Although this is in no way legal action against the director of Camp Birchwood for Boys, it would go to show that the director of Camp Birchwood for Boys ‘Daniel Bredemus’ has wronged me as well, as CCUSA chose to back up the director making up new excuses everytime I had proved their reasoning for backing him up wrong. Although I think the emails from CCUSA that show them changing their story and dodging the main questions that still remain unanswered.are proof in itself.
Now I believe I might still be able to take this legal action against CCUSA but since I cannot afford it looks unlikely I can carry on with that.
That is the main update on this whole situation, however I would like to clear some things up. When I scan through all my posts I believe that I have stuck by the main points throughout However in the earlier posts I have let my feelings about the situation have an affect in what I wanted to say and said some things I shouldn’t have, some of it was pretty nasty in fact and I still believe that Dan is not a good person, giving what he has done but that is all I should say about the who I believe him to be. I will not delete any of it as I have said it but will now just state that I should not have said it.
Another thing I want to clear up is what happened on my last day there and what I believe the actual reason for why the director really did this.

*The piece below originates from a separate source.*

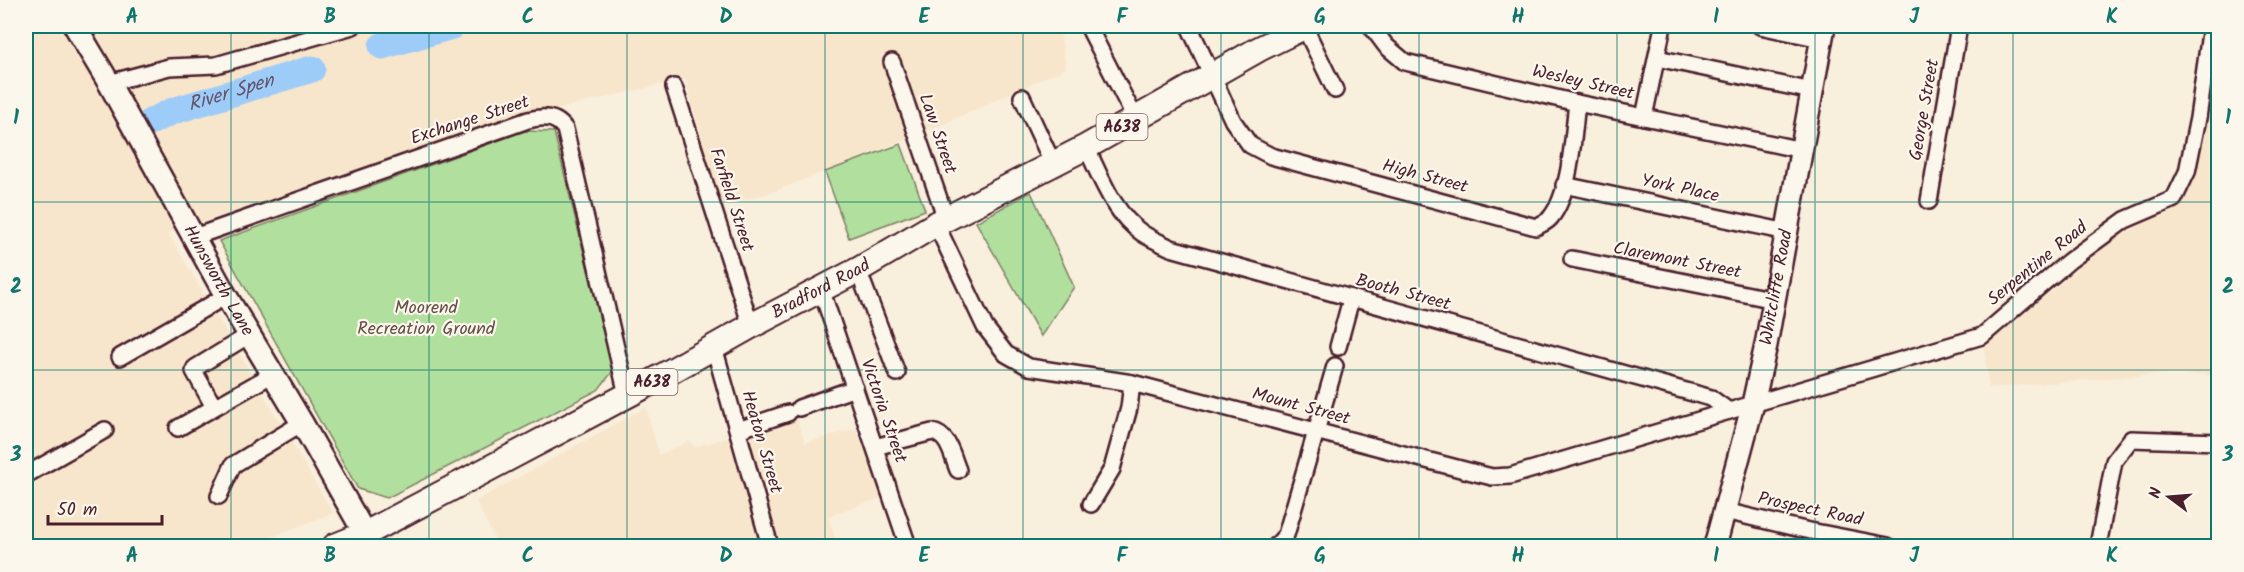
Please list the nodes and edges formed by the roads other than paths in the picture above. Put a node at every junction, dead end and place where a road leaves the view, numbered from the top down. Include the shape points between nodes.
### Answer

I will start of with what happened that day. On my last day we got back to camp an got everything ready to be packed out. Just as we are starting pack out another counselor ‘Chase Henderson’ told me that ‘Brent Louis’ fellow trip and cabin counselor had gone to take a nap. I had went to check up on him and found out that he wasn’t actually there and at this point I figured that he had gone to cool off somewhere as he got annoyed all trip and had always took time to himself to cool off. Now I believe he had most likely gone off with the director to maybe sort things out in regards with what actually happened. Also if this is the case I really hope that Chase had nothing to do with this and I hope that he truly believed that Brent had actually gone for a nap as I a believe him to be a good person. Obviously this is just speculation that I cannot prove in anyway and I don’t truly know what happened here.
Next in Reeve Hall which is the main dining hall, myself and Brent are filling in our camp letters where Brent asks me to complete the homesick camper’s letter because he had nothing good to say about him the whole trip, I did fill this letter in but don’t believe I could say much myself as I never once had him in my canoe or tent the entire trip as the homesick camper was always part of Brent Louis’s group on the trip. Also while filling out the letters another counselor ‘Jack Kirby’ came up to me and Brent and told us that the homesick camper was out to get us for not letting him go back to camp during the trip. Now the trip was a one-way trip according to Brent Louis who has done this route in the past, so there was no possible way we could have got him back to camp especially due to all the severe thunderstorms. What Jack Kirby then said was that Dan would never believe the homesick camper.
Next I arrive the first time at the directors cabin where he initially accuses me of shouting and swearing at a camper on a lake, at the time I didn’t really know what to think but the director also said that another camp had made these accusations, I didn’t know what to say at the time. Although this turned out to be a lie by the director, so the very first thing the director said to me on the matter was a lie. the lie in itself actually implicates Brent Louis and not myself
I then left and later at dinner Brent Louis could not look me in the eye at the dinner table and afterwards was told that the other director wanted to see me where I was told that Dan had decided to let me go and I had pleaded my case, which to anyone would be clear that I hadn’t done what I was accused of and yet I was still fired and it was during this time that I first realised that maybe there was something else going on here and this was just a feeling and nothing more at this point but remembering Jack had said that the homesick camper was out to get me and Brent as well as the fact that what Dan had accused me of earlier actually implicated Brent, so if the director truly believed all this why wasn’t Brent Louis fired. With ‘Jack Kirby’ a returning counselor as main proof of this, the director would himself be calling Jack Kirby a liar, Not to mention that the lies from the homesick camper actually implicated Brent as well as the directors lie about another camp making these complaints as throughout the whole trip the homesick camper was always in Brent Louis’s canoe apart from the very end of the trip where he was in Jack Kirby’s canoe when Jack trip had caught up with our one.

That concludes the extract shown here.